--- THE INPUT Enclosed Below ---
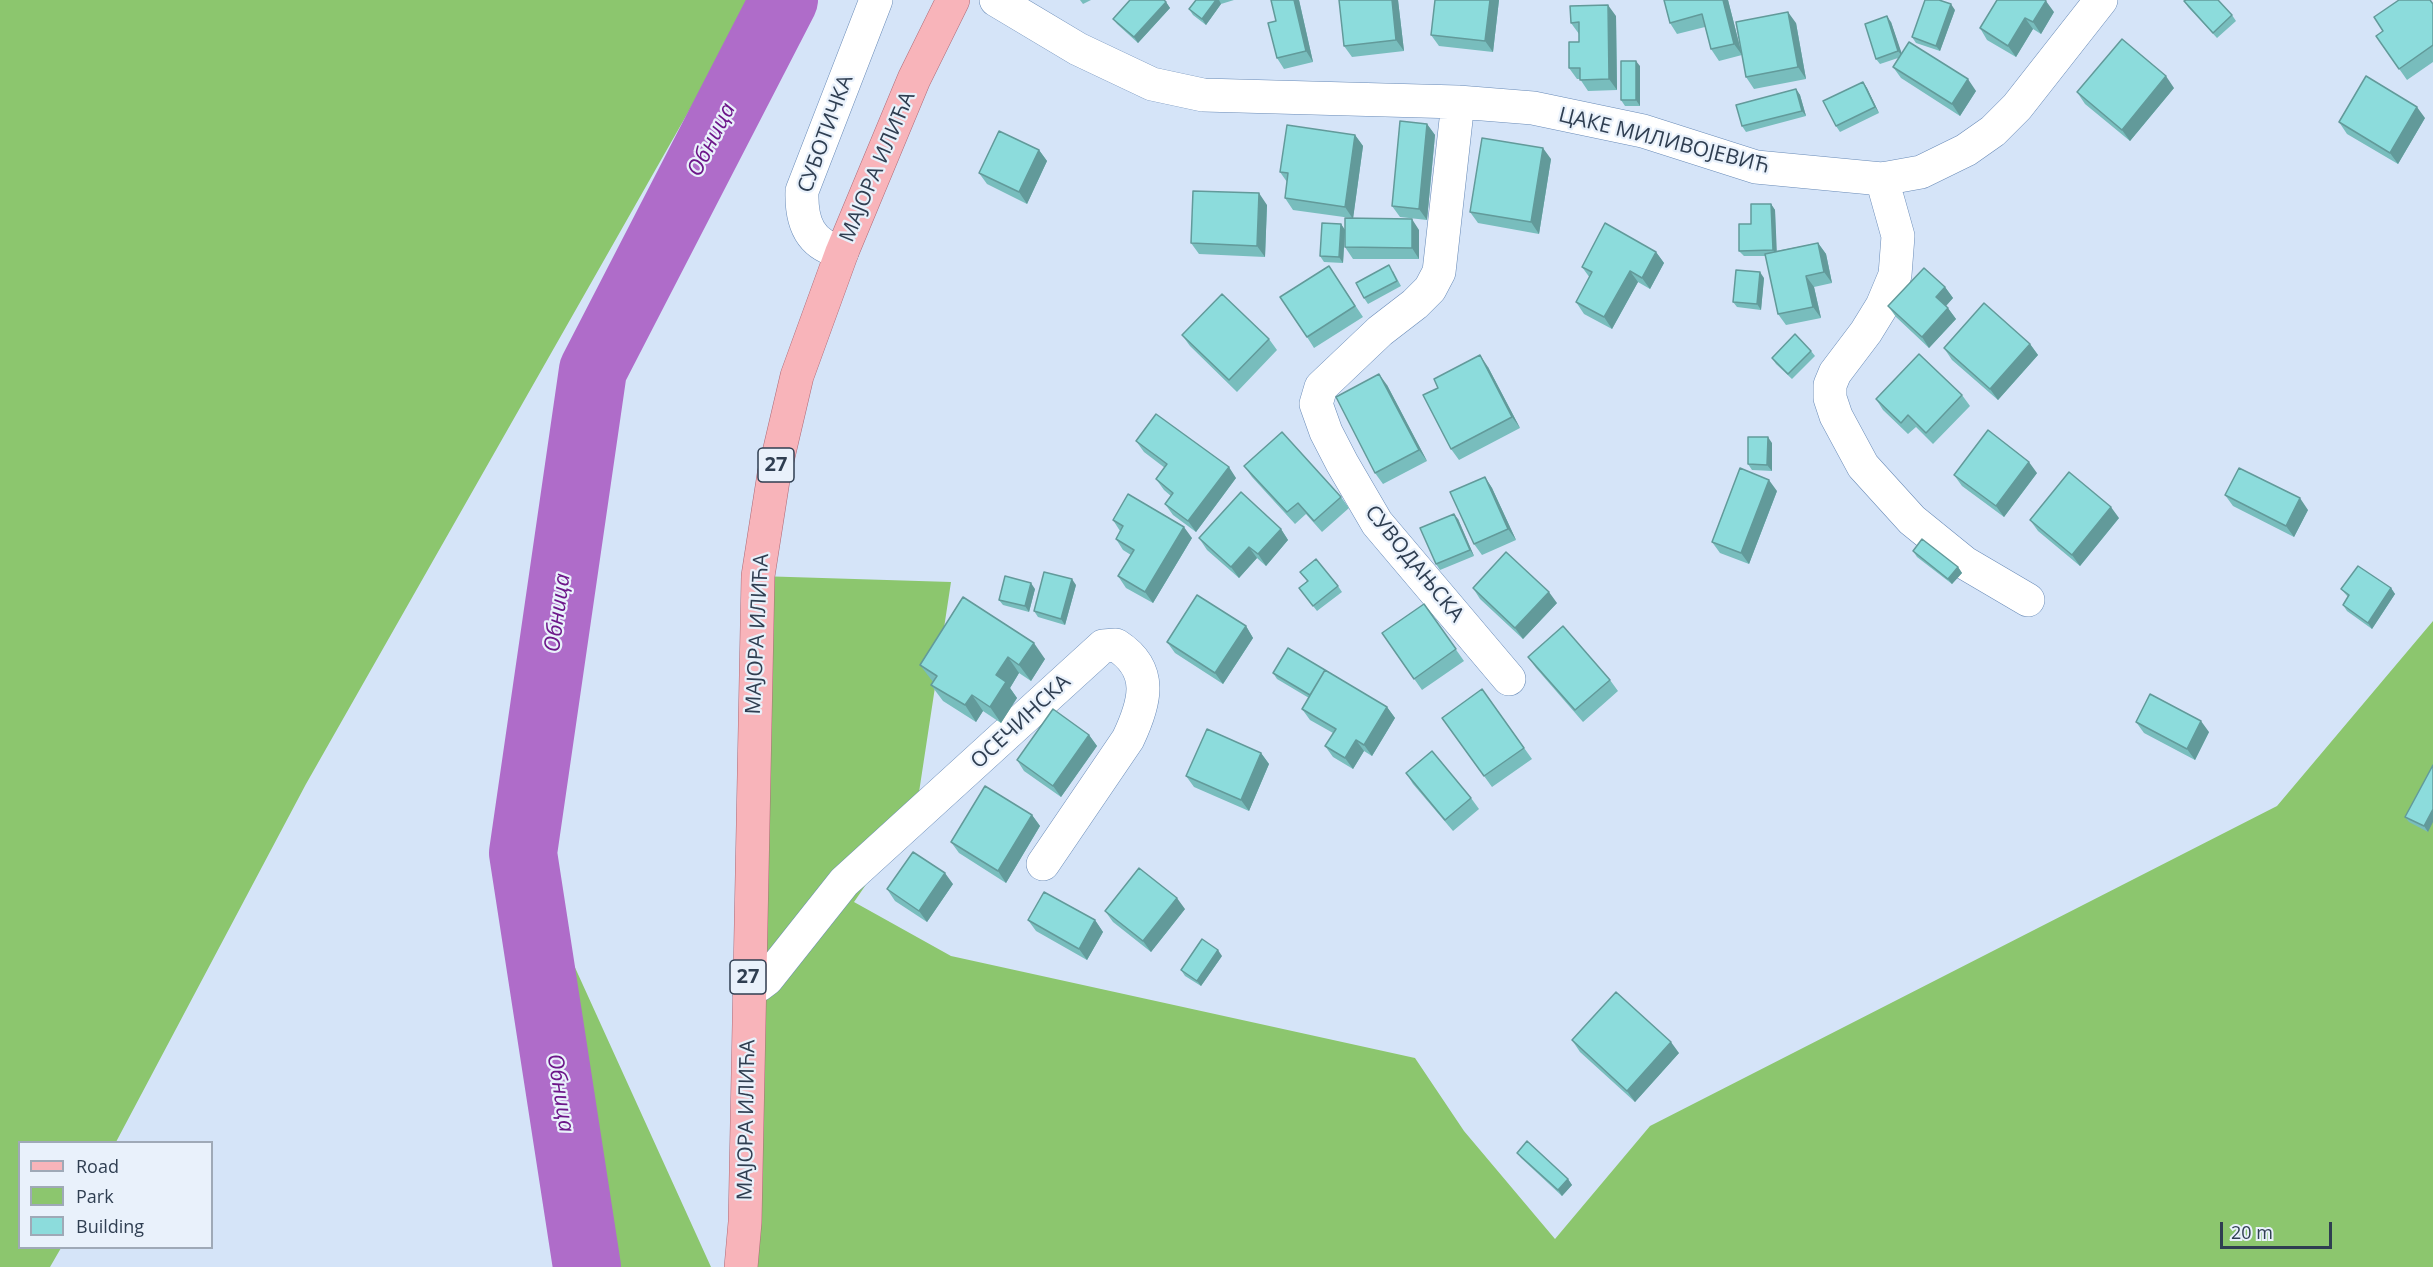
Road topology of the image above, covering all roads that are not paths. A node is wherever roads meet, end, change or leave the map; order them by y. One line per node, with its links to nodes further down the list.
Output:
1 (876, 0): 7 (street, СУБОТИЧКА)
2 (953, 0): 7 (main road, МАЈОРА ИЛИЋА / 27)
3 (996, 0): 5 (street, ЦАКЕ МИЛИВОЈЕВИЋ)
4 (2101, 0): 6 (street, ЦАКЕ МИЛИВОЈЕВИЋ)
5 (1458, 102): 6 (street, ЦАКЕ МИЛИВОЈЕВИЋ); 9 (street, СУВОДАЊСКА)
6 (1882, 179): 8 (street)
7 (842, 252): 11 (main road, МАЈОРА ИЛИЋА / 27)
8 (2028, 600)
9 (1509, 679)
10 (1043, 864): 11 (street, ОСЕЧИНСКА)
11 (748, 989): 12 (main road, МАЈОРА ИЛИЋА / 27)
12 (741, 1267)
--- End of Enclosed THE INPUT ---
• _YOUR TASK_: Please restate the entries word for word, with all pictures left out.

• _ANSWER FOR THIS EXERCISE_:
Road topology of the image above, covering all roads that are not paths. A node is wherever roads meet, end, change or leave the map; order them by y. One line per node, with its links to nodes further down the list.
Output:
1 (876, 0): 7 (street, СУБОТИЧКА)
2 (953, 0): 7 (main road, МАЈОРА ИЛИЋА / 27)
3 (996, 0): 5 (street, ЦАКЕ МИЛИВОЈЕВИЋ)
4 (2101, 0): 6 (street, ЦАКЕ МИЛИВОЈЕВИЋ)
5 (1458, 102): 6 (street, ЦАКЕ МИЛИВОЈЕВИЋ); 9 (street, СУВОДАЊСКА)
6 (1882, 179): 8 (street)
7 (842, 252): 11 (main road, МАЈОРА ИЛИЋА / 27)
8 (2028, 600)
9 (1509, 679)
10 (1043, 864): 11 (street, ОСЕЧИНСКА)
11 (748, 989): 12 (main road, МАЈОРА ИЛИЋА / 27)
12 (741, 1267)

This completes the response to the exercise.